Bleiben nur ich und ein paar meinesgleichen
Ach Gott. Die dreizehn Jährchen minus
am Ende der Bilanz, beim Großen Erbsenzählen
die machen auch den Blattspinat nicht fett
 
Und doch – horcht auf!
weiß ich euch Trost zu sagen
 
Unmeßbar treiben es die Farben
im Friedhof draußen auf den Gräbern
Der Mai quillt hochprozentig aus sich raus
mit Blumen für die Toten ohne Schaden
sind strahlend satt und kennen Reue nicht
 
Du siehst: Es kommt nur auf die rechte Lage an
zumal ich heut das Wunder sah
die tote Amsel unterm Busch
Du gibst mir, Herr, doch weiter Zeichen, ja?
 
 
 
Nachbemerkung, 26.April 2011
 
 
Ende April 1986  - ein blendender Frühling. In diesen Tagen, vor genau fünfundzwanzig Jahren, ist das Gedicht GAU-deamus entstanden.
Der 26.April 1986, als in Tschernobyl, in der fernen Ukraine, ein Reaktor des Atomkraftwerks auseinanderflog, war ein Samstag. Die ersten Zeitungen erschienen erst nach dem Wochenende. Es dauerte Tage, bis sich Umfang und Tiefe dieser Katastrophe nach und nach in die Köpfe der Menschen senkte. Da waren die Ausläufer dieses atomaren GAUs (größtmöglich anzunehmender Unfall) längst auch über Teile Deutschlands abgeregnet. Die Bedrohung der eigenen Gesundheit durch etwas ganz und gar Unsichtbares war für jeden, auch in diesem Land, eine unmittelbare Bedrohung für Leib und Leben. Viel schlimmer aber empfanden viele von uns damals die weltgeschichtliche Dimension dieses Unfalls, der auch noch Generationen nach uns Verderben bringen könnte. Hier öffneten sich zeitliche Ausmaße, vor der sich unsere gewohnte historische Zeitrechnung lächerlich machte. Es wies in mythische Räume, ja selbst religiöse, die frohgemute Aufklärer hierzulande für längst überwunden erklärt hatten.
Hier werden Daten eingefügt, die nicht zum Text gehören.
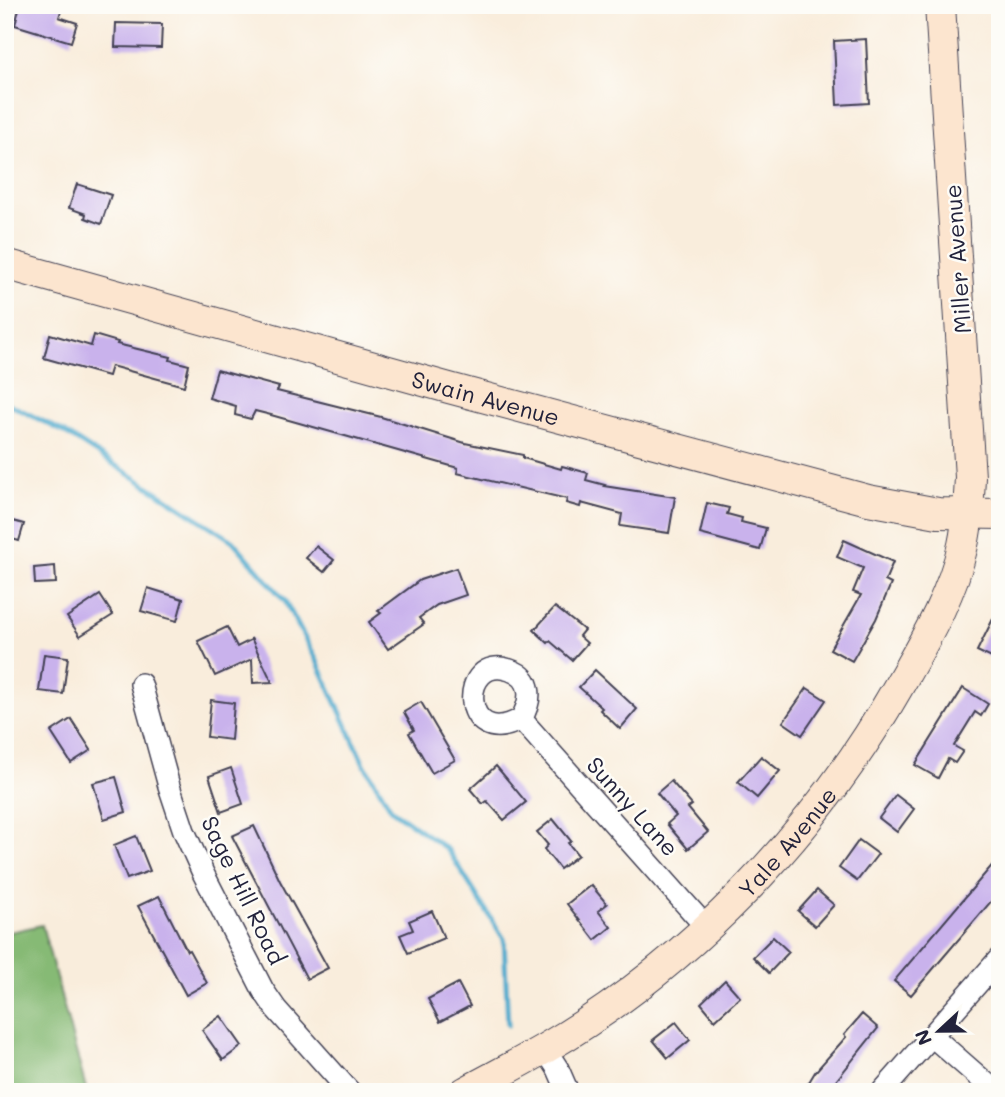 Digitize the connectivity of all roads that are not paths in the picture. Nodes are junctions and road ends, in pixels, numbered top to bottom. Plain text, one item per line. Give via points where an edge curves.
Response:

In dieser aufwühlenden Unruhe der späten Apriltage 1986 schrieb ich das Gedicht GAU-deamus. Es war ein Akt schierer Notwehr. Heute, beim Wiederlesen nach einen Vierteljahrhundert, bin ich erschrocken über diesen abgrundtief sarkastischen Tonfall. So schreibt nur einer, dem sämtliche Sicherheiten seines Lebens weggebrochen sind, innerhalb einer Woche.

Michael Zeller

GAU-deamus
steht in Michael Zellers Gedichtband LUST AUF BLAU UND BEINE, Frankfurt 1988.